═══ PROVIDED INFORMATION
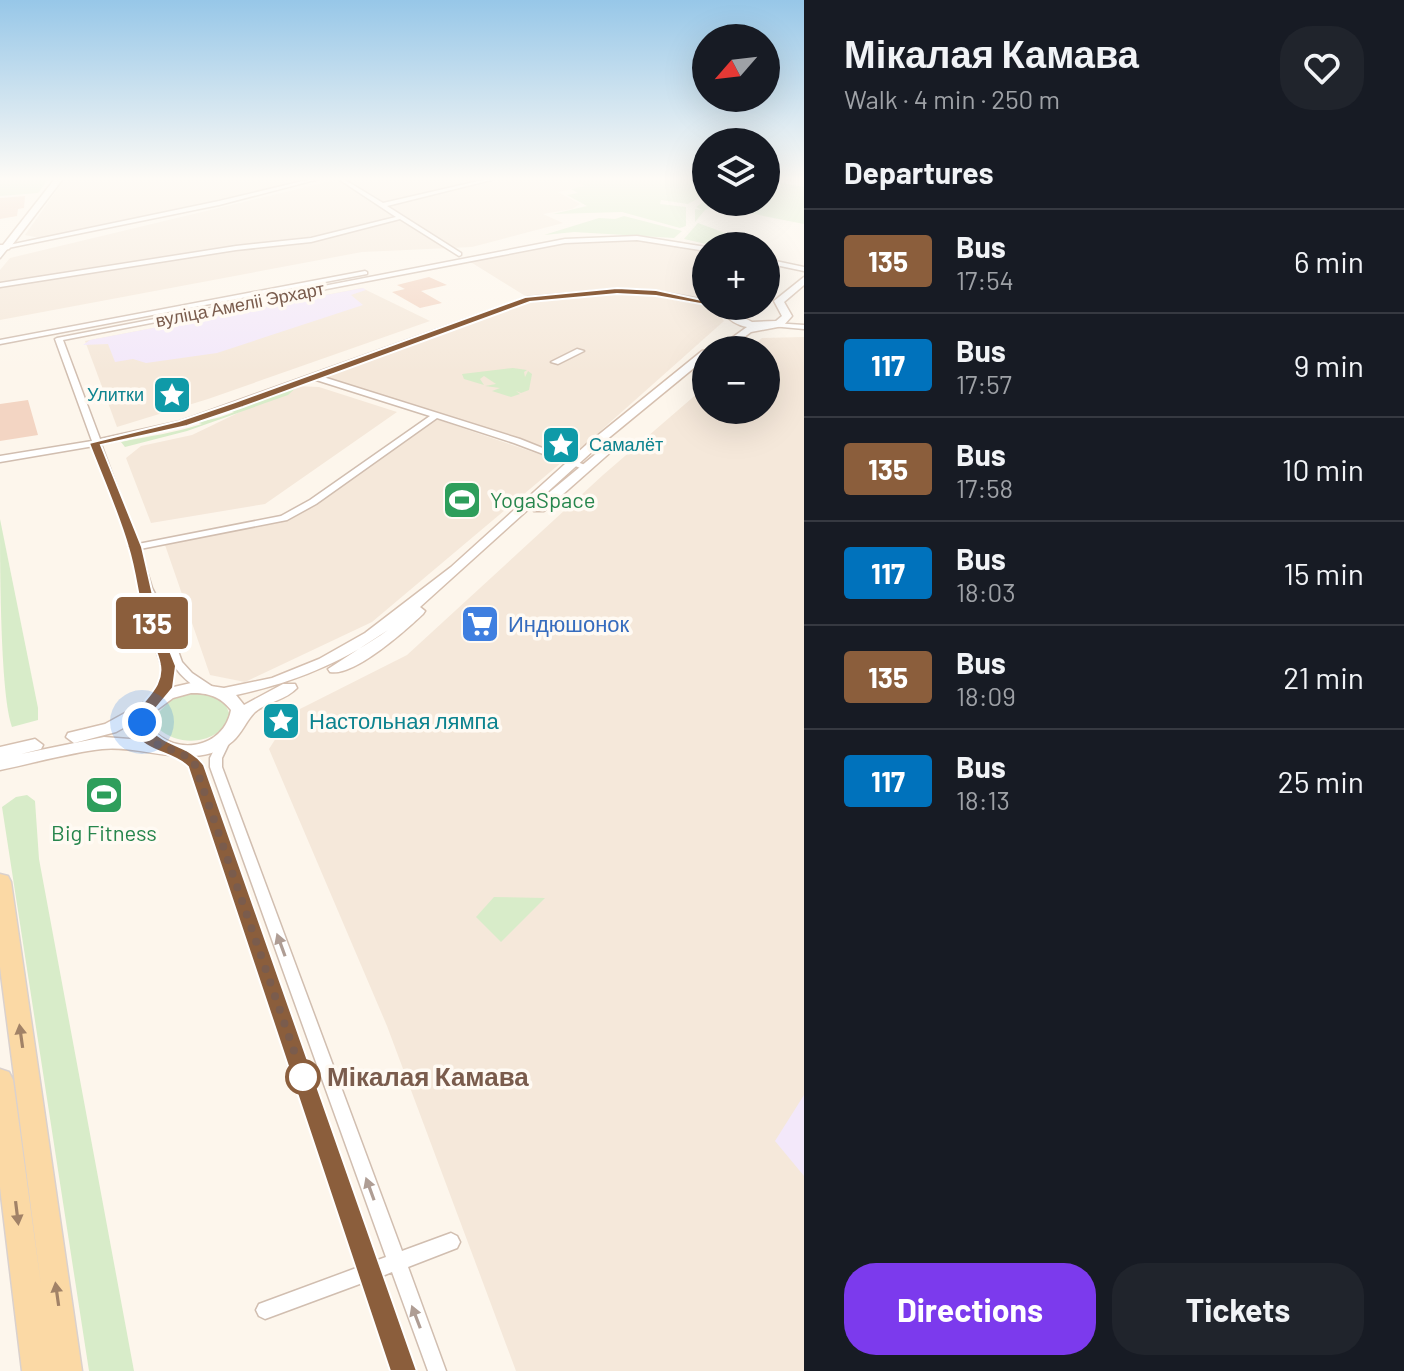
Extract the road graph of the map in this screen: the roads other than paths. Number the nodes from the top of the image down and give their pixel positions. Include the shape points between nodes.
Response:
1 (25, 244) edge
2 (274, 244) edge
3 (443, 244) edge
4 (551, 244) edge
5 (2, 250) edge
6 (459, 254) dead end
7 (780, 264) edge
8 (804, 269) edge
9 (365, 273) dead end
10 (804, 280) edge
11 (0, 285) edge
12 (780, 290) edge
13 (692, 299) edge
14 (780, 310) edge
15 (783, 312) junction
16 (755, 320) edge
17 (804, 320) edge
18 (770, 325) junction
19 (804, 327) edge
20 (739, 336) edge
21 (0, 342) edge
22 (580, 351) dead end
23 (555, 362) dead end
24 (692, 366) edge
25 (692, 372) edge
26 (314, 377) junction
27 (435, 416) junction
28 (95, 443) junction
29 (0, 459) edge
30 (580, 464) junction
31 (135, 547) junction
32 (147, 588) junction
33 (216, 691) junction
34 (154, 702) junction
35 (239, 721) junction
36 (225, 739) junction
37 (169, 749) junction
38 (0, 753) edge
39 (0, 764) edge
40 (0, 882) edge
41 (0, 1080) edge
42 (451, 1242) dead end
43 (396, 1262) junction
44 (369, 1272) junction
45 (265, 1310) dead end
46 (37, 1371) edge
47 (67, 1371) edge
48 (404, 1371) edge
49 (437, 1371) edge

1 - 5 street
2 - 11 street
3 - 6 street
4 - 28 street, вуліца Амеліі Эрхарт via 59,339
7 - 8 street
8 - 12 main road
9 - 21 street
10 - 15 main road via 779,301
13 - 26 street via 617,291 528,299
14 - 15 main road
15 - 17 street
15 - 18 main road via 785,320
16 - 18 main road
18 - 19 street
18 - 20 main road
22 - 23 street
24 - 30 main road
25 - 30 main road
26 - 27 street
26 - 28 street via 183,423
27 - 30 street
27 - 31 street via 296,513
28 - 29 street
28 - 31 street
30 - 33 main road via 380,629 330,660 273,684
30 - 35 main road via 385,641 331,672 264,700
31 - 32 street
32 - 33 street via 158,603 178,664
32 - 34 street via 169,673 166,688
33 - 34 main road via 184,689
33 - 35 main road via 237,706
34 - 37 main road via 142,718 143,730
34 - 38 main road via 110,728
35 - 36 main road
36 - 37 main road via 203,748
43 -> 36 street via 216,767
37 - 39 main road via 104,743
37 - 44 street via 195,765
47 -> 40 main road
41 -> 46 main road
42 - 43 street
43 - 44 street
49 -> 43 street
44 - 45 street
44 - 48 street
══════
*YOUR OBJECTIVE*.
Restate every record exactly, please; do not copy the pictures.

*ANSWER TO THIS PROBLEM*.
Extract the road graph of the map in this screen: the roads other than paths. Number the nodes from the top of the image down and give their pixel positions. Include the shape points between nodes.
Response:
1 (25, 244) edge
2 (274, 244) edge
3 (443, 244) edge
4 (551, 244) edge
5 (2, 250) edge
6 (459, 254) dead end
7 (780, 264) edge
8 (804, 269) edge
9 (365, 273) dead end
10 (804, 280) edge
11 (0, 285) edge
12 (780, 290) edge
13 (692, 299) edge
14 (780, 310) edge
15 (783, 312) junction
16 (755, 320) edge
17 (804, 320) edge
18 (770, 325) junction
19 (804, 327) edge
20 (739, 336) edge
21 (0, 342) edge
22 (580, 351) dead end
23 (555, 362) dead end
24 (692, 366) edge
25 (692, 372) edge
26 (314, 377) junction
27 (435, 416) junction
28 (95, 443) junction
29 (0, 459) edge
30 (580, 464) junction
31 (135, 547) junction
32 (147, 588) junction
33 (216, 691) junction
34 (154, 702) junction
35 (239, 721) junction
36 (225, 739) junction
37 (169, 749) junction
38 (0, 753) edge
39 (0, 764) edge
40 (0, 882) edge
41 (0, 1080) edge
42 (451, 1242) dead end
43 (396, 1262) junction
44 (369, 1272) junction
45 (265, 1310) dead end
46 (37, 1371) edge
47 (67, 1371) edge
48 (404, 1371) edge
49 (437, 1371) edge

1 - 5 street
2 - 11 street
3 - 6 street
4 - 28 street, вуліца Амеліі Эрхарт via 59,339
7 - 8 street
8 - 12 main road
9 - 21 street
10 - 15 main road via 779,301
13 - 26 street via 617,291 528,299
14 - 15 main road
15 - 17 street
15 - 18 main road via 785,320
16 - 18 main road
18 - 19 street
18 - 20 main road
22 - 23 street
24 - 30 main road
25 - 30 main road
26 - 27 street
26 - 28 street via 183,423
27 - 30 street
27 - 31 street via 296,513
28 - 29 street
28 - 31 street
30 - 33 main road via 380,629 330,660 273,684
30 - 35 main road via 385,641 331,672 264,700
31 - 32 street
32 - 33 street via 158,603 178,664
32 - 34 street via 169,673 166,688
33 - 34 main road via 184,689
33 - 35 main road via 237,706
34 - 37 main road via 142,718 143,730
34 - 38 main road via 110,728
35 - 36 main road
36 - 37 main road via 203,748
43 -> 36 street via 216,767
37 - 39 main road via 104,743
37 - 44 street via 195,765
47 -> 40 main road
41 -> 46 main road
42 - 43 street
43 - 44 street
49 -> 43 street
44 - 45 street
44 - 48 street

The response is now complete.